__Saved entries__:
☆ ☆ ☆ ☆ ☆ ☆ ☆
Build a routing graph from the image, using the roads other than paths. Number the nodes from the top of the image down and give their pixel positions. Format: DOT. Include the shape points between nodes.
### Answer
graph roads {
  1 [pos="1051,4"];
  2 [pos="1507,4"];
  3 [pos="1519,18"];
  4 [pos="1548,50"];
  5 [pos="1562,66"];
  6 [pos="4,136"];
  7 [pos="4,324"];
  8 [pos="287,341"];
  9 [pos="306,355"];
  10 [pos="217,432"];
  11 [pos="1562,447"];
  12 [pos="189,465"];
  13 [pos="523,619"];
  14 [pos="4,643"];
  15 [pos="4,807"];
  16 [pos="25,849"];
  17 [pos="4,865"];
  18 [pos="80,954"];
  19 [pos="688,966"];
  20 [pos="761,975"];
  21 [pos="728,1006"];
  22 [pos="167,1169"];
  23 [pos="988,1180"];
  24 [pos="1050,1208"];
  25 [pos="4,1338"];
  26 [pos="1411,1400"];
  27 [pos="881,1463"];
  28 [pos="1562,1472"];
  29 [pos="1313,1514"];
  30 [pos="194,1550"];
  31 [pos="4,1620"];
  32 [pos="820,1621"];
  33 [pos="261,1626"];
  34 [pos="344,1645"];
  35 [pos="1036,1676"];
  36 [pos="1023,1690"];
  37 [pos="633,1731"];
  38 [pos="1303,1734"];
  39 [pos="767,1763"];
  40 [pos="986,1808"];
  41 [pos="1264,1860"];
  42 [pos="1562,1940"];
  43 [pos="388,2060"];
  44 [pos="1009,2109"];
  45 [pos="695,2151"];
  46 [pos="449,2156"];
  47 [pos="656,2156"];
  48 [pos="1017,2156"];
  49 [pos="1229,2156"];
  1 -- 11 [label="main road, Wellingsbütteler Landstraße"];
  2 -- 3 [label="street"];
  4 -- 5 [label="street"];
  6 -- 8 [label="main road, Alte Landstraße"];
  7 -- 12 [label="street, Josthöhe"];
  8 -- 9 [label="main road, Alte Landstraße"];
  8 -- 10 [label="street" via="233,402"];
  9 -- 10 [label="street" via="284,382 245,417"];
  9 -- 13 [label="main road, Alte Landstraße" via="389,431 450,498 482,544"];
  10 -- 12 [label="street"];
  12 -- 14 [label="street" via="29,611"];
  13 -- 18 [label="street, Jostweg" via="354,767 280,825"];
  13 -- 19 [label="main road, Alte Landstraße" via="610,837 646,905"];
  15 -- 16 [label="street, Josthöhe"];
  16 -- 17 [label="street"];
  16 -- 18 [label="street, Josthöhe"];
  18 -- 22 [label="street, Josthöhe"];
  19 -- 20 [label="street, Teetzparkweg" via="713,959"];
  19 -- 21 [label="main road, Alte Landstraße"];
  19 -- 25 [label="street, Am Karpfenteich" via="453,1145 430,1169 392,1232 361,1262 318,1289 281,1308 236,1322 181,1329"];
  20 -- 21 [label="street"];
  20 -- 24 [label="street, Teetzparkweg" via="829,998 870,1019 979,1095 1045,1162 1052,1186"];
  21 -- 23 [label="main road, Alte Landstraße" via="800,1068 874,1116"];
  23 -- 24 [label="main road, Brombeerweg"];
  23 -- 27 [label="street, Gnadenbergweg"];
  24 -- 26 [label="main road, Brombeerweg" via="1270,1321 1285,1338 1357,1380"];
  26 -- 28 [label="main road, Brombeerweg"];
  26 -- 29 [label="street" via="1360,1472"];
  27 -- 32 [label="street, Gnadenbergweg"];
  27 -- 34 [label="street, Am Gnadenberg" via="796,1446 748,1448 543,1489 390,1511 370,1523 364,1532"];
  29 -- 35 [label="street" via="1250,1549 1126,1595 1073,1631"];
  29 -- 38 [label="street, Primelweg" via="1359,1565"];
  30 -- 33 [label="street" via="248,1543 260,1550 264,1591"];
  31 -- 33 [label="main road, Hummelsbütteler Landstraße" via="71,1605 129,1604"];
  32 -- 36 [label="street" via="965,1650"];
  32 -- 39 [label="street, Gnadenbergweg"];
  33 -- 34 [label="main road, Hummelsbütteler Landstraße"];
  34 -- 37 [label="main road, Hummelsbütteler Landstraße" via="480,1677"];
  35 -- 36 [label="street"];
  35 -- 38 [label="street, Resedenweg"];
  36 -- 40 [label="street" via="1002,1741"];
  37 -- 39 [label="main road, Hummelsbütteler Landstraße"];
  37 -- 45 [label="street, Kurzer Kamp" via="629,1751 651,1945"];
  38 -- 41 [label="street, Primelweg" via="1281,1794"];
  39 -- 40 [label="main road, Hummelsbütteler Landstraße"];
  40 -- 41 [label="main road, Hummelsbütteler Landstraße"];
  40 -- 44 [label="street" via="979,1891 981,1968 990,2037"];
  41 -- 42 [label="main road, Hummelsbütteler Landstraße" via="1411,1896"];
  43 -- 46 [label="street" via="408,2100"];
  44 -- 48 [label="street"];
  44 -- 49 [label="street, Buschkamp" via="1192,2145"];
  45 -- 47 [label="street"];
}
☆ ☆ ☆ ☆ ☆ ☆ ☆
__Aim of the exercise__:
What is needed is an exact transcription of every entry above.

__Task solution__:
Build a routing graph from the image, using the roads other than paths. Number the nodes from the top of the image down and give their pixel positions. Format: DOT. Include the shape points between nodes.
### Answer
graph roads {
  1 [pos="1051,4"];
  2 [pos="1507,4"];
  3 [pos="1519,18"];
  4 [pos="1548,50"];
  5 [pos="1562,66"];
  6 [pos="4,136"];
  7 [pos="4,324"];
  8 [pos="287,341"];
  9 [pos="306,355"];
  10 [pos="217,432"];
  11 [pos="1562,447"];
  12 [pos="189,465"];
  13 [pos="523,619"];
  14 [pos="4,643"];
  15 [pos="4,807"];
  16 [pos="25,849"];
  17 [pos="4,865"];
  18 [pos="80,954"];
  19 [pos="688,966"];
  20 [pos="761,975"];
  21 [pos="728,1006"];
  22 [pos="167,1169"];
  23 [pos="988,1180"];
  24 [pos="1050,1208"];
  25 [pos="4,1338"];
  26 [pos="1411,1400"];
  27 [pos="881,1463"];
  28 [pos="1562,1472"];
  29 [pos="1313,1514"];
  30 [pos="194,1550"];
  31 [pos="4,1620"];
  32 [pos="820,1621"];
  33 [pos="261,1626"];
  34 [pos="344,1645"];
  35 [pos="1036,1676"];
  36 [pos="1023,1690"];
  37 [pos="633,1731"];
  38 [pos="1303,1734"];
  39 [pos="767,1763"];
  40 [pos="986,1808"];
  41 [pos="1264,1860"];
  42 [pos="1562,1940"];
  43 [pos="388,2060"];
  44 [pos="1009,2109"];
  45 [pos="695,2151"];
  46 [pos="449,2156"];
  47 [pos="656,2156"];
  48 [pos="1017,2156"];
  49 [pos="1229,2156"];
  1 -- 11 [label="main road, Wellingsbütteler Landstraße"];
  2 -- 3 [label="street"];
  4 -- 5 [label="street"];
  6 -- 8 [label="main road, Alte Landstraße"];
  7 -- 12 [label="street, Josthöhe"];
  8 -- 9 [label="main road, Alte Landstraße"];
  8 -- 10 [label="street" via="233,402"];
  9 -- 10 [label="street" via="284,382 245,417"];
  9 -- 13 [label="main road, Alte Landstraße" via="389,431 450,498 482,544"];
  10 -- 12 [label="street"];
  12 -- 14 [label="street" via="29,611"];
  13 -- 18 [label="street, Jostweg" via="354,767 280,825"];
  13 -- 19 [label="main road, Alte Landstraße" via="610,837 646,905"];
  15 -- 16 [label="street, Josthöhe"];
  16 -- 17 [label="street"];
  16 -- 18 [label="street, Josthöhe"];
  18 -- 22 [label="street, Josthöhe"];
  19 -- 20 [label="street, Teetzparkweg" via="713,959"];
  19 -- 21 [label="main road, Alte Landstraße"];
  19 -- 25 [label="street, Am Karpfenteich" via="453,1145 430,1169 392,1232 361,1262 318,1289 281,1308 236,1322 181,1329"];
  20 -- 21 [label="street"];
  20 -- 24 [label="street, Teetzparkweg" via="829,998 870,1019 979,1095 1045,1162 1052,1186"];
  21 -- 23 [label="main road, Alte Landstraße" via="800,1068 874,1116"];
  23 -- 24 [label="main road, Brombeerweg"];
  23 -- 27 [label="street, Gnadenbergweg"];
  24 -- 26 [label="main road, Brombeerweg" via="1270,1321 1285,1338 1357,1380"];
  26 -- 28 [label="main road, Brombeerweg"];
  26 -- 29 [label="street" via="1360,1472"];
  27 -- 32 [label="street, Gnadenbergweg"];
  27 -- 34 [label="street, Am Gnadenberg" via="796,1446 748,1448 543,1489 390,1511 370,1523 364,1532"];
  29 -- 35 [label="street" via="1250,1549 1126,1595 1073,1631"];
  29 -- 38 [label="street, Primelweg" via="1359,1565"];
  30 -- 33 [label="street" via="248,1543 260,1550 264,1591"];
  31 -- 33 [label="main road, Hummelsbütteler Landstraße" via="71,1605 129,1604"];
  32 -- 36 [label="street" via="965,1650"];
  32 -- 39 [label="street, Gnadenbergweg"];
  33 -- 34 [label="main road, Hummelsbütteler Landstraße"];
  34 -- 37 [label="main road, Hummelsbütteler Landstraße" via="480,1677"];
  35 -- 36 [label="street"];
  35 -- 38 [label="street, Resedenweg"];
  36 -- 40 [label="street" via="1002,1741"];
  37 -- 39 [label="main road, Hummelsbütteler Landstraße"];
  37 -- 45 [label="street, Kurzer Kamp" via="629,1751 651,1945"];
  38 -- 41 [label="street, Primelweg" via="1281,1794"];
  39 -- 40 [label="main road, Hummelsbütteler Landstraße"];
  40 -- 41 [label="main road, Hummelsbütteler Landstraße"];
  40 -- 44 [label="street" via="979,1891 981,1968 990,2037"];
  41 -- 42 [label="main road, Hummelsbütteler Landstraße" via="1411,1896"];
  43 -- 46 [label="street" via="408,2100"];
  44 -- 48 [label="street"];
  44 -- 49 [label="street, Buschkamp" via="1192,2145"];
  45 -- 47 [label="street"];
}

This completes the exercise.